All puns and jokes aside, Pigments’ interface is not only inviting and easy to understand but it’s also incredibly functional. Signal generators are clearly displayed on a colorful grid and with indicators showing the synth’s position on the waveform as it cycles through it – a nice touch for beginners to understand what’s going on under the hood and great for advanced users looking to get further into wavetable manipulation. Pigments’ interface is split up into three main pages – the ‘SYNTH’ page, ‘EFFECTS’ page, and the ‘SEQUENCER’ page. The SYNTH page is where you’ll spend most of your time with Pigments and features everything you need to craft the core of your sound using the VST’s advanced engines. ‘EFFECTS’ has all the effects you need to distort, mangle, and otherwise manipulate the sound created on the previous page. With the sound created in the SYNTH page and refined in the EFFECTS page, the SEQUENCER page lets you put it all into action with a fully-featured and highly customizable sequencer tool. This super easy to understand workflow is really what makes Pigments pop out from the crowd.
Hopping back over to the SYNTH page, there are so many options available here and all four of the signal generators offer a fully-fleshed out feature set (the wavetable manipulator is a particular highlight). The filter section contains 9 filters to further shape your newly formed sound into something unique and wonderful.
There are so many options to get into that beginner musicians might be feeling a little bit lost in the sea of terminology and acronyms that are littered throughout the VST’s interface.
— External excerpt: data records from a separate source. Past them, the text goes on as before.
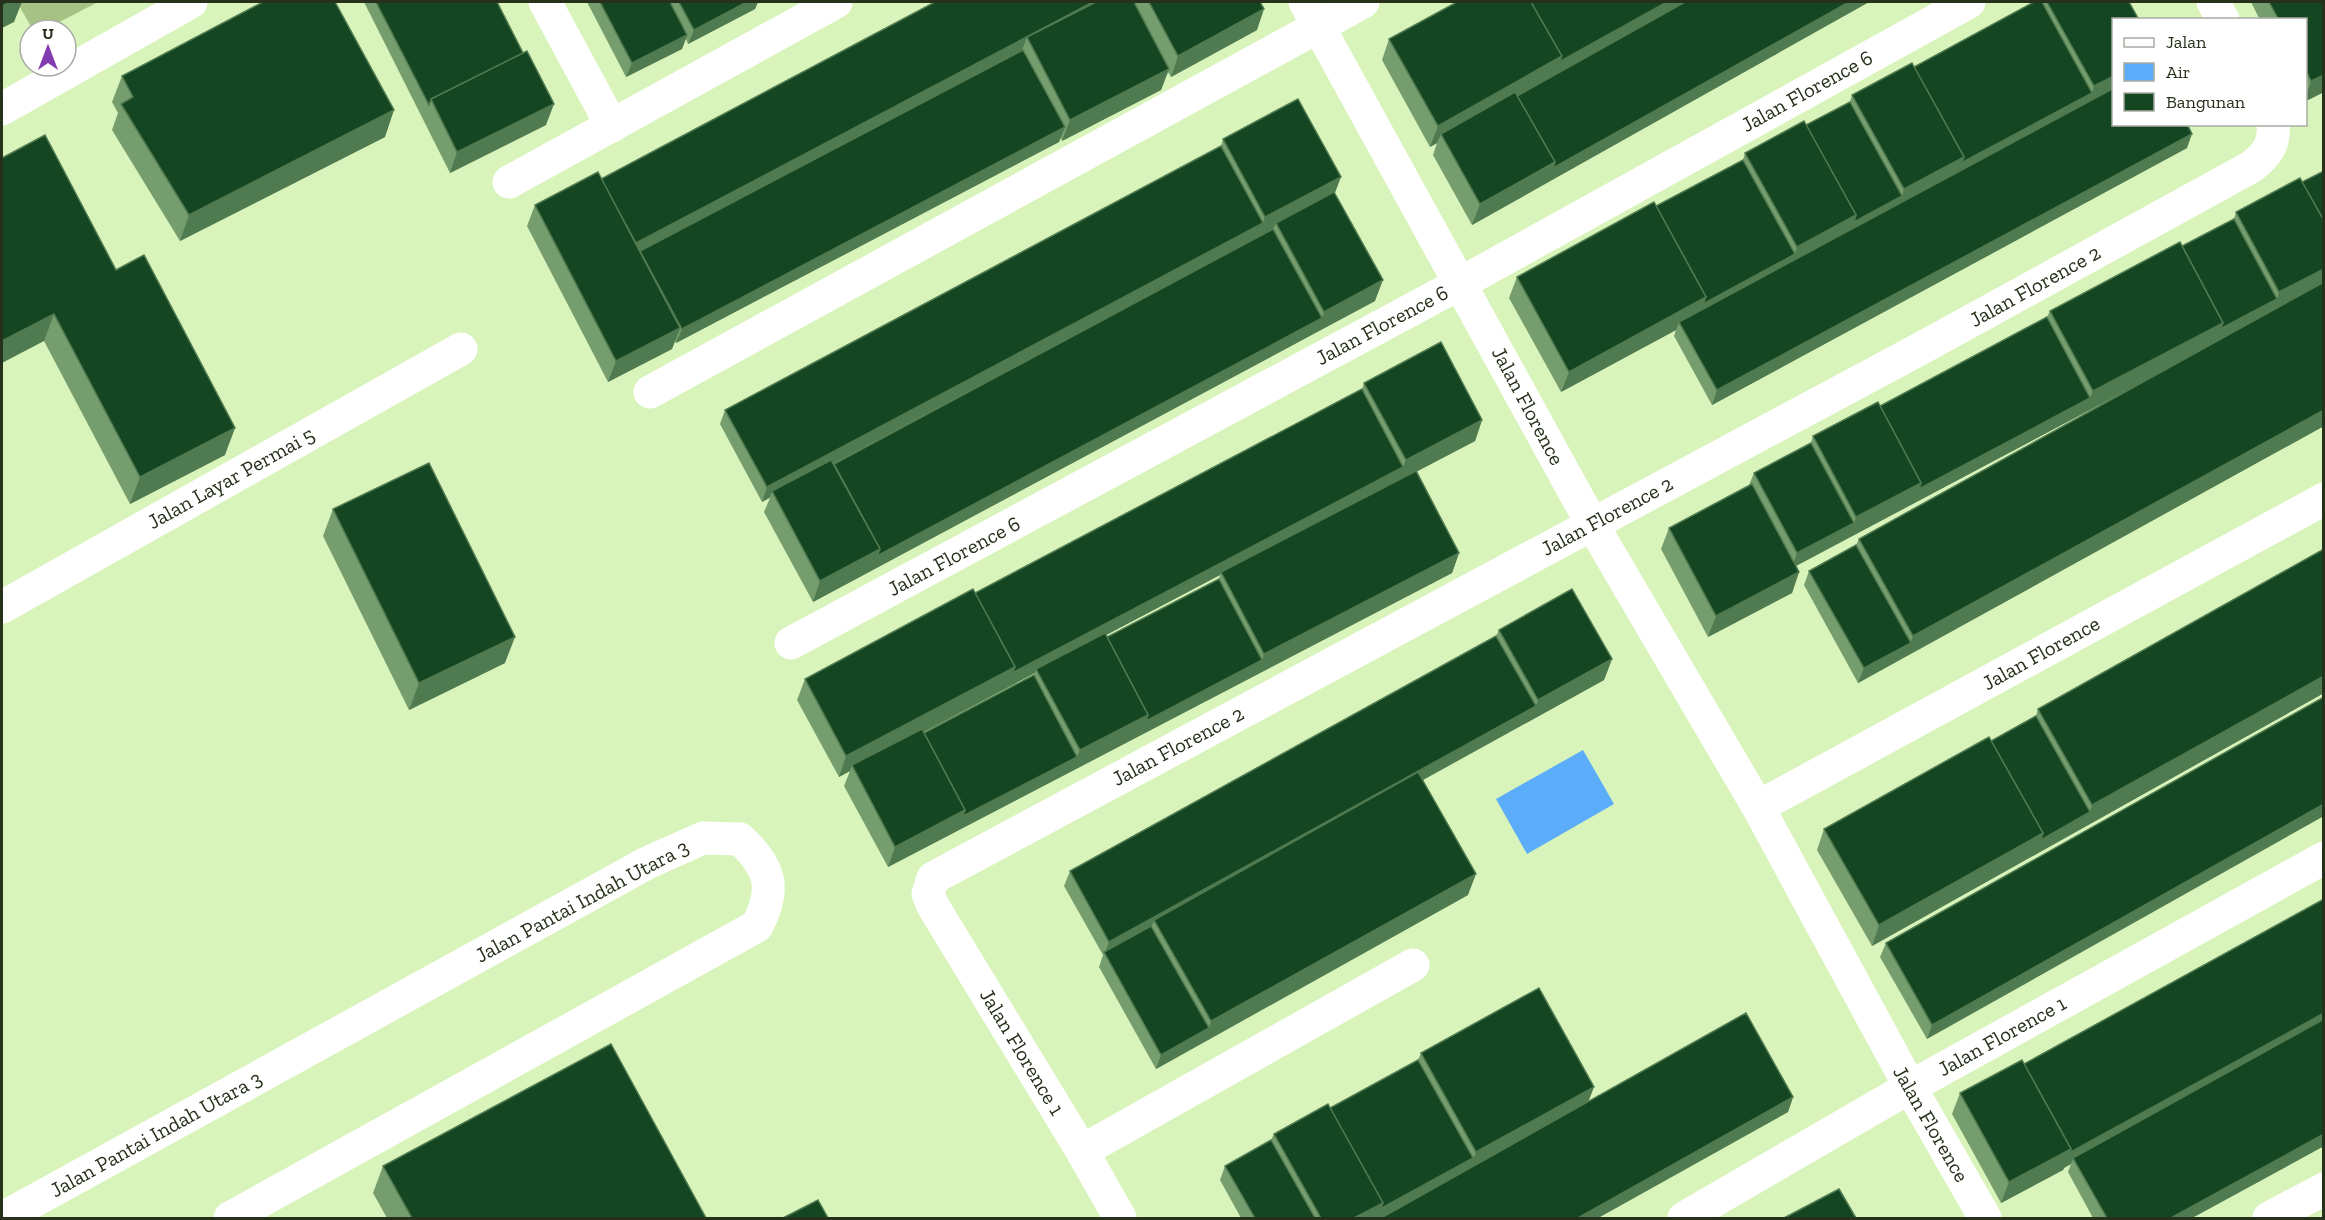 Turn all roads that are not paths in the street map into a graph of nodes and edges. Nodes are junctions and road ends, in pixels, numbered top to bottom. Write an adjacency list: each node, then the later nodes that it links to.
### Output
1 (191, 2): 9 (street)
2 (545, 2): 10 (street)
3 (1363, 2): 7 (street)
4 (1969, 2): 13 (street, Jalan Florence 6)
5 (2213, 2): 8 (street)
6 (831, 3): 10 (street)
7 (1312, 14): 13 (street, Jalan Florence); 15 (street)
8 (2222, 18)
9 (2, 109)
10 (612, 126): 12 (street)
11 (2273, 130): 17 (street, Jalan Florence 2)
12 (509, 182)
13 (1461, 283): 17 (street, Jalan Florence); 19 (street, Jalan Florence 6)
14 (461, 349): 18 (street, Jalan Layar Permai 5)
15 (650, 392)
16 (2324, 499): 20 (street, Jalan Florence)
17 (1592, 524): 20 (street, Jalan Florence); 22 (street, Jalan Florence 2)
18 (2, 608)
19 (791, 643)
20 (1758, 807): 24 (street, Jalan Florence)
21 (2324, 858): 24 (street, Jalan Florence 1)
22 (929, 885): 25 (street, Jalan Florence 1)
23 (1413, 965): 25 (street)
24 (1910, 1087): 30 (street, Jalan Florence 1); 31 (street, Jalan Florence)
25 (1082, 1151): 29 (street, Jalan Florence 1)
26 (2324, 1189): 32 (street)
27 (3, 1218): 28 (street, Jalan Pantai Indah Utara 3)
28 (230, 1218)
29 (1120, 1218)
30 (1684, 1218)
31 (1985, 1218)
32 (2269, 1218)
This isn’t that big of a deal as you can still operate the plugin through the built-in patches but further manipulation and meaningful adjustment of the deep inner-workings of the plugin will require a bit of experience to get the most out of it.
There you have it! Those are the Top 10 Workstation & Synth VST Plugins you should be checking out. From the mind-bending flexibility and detail of Reaktor to the wavetable warrior Serum, there is something for musicians and producers of all backgrounds to further their current sounds and open up doors for discovering and developing something completely unique for their next project.
We’ve tried to cover a range of awesome synthesizers for creating music (in the case of Scaler) to samplers with limitless possibilities, all the way over to the do-it-yourself approach of Reaktor, but if you think we missed out on something then we’d love to hear about it in the comments section!
What do you think, did you find your new go-to synthesizer for your next project, live show, or experiment?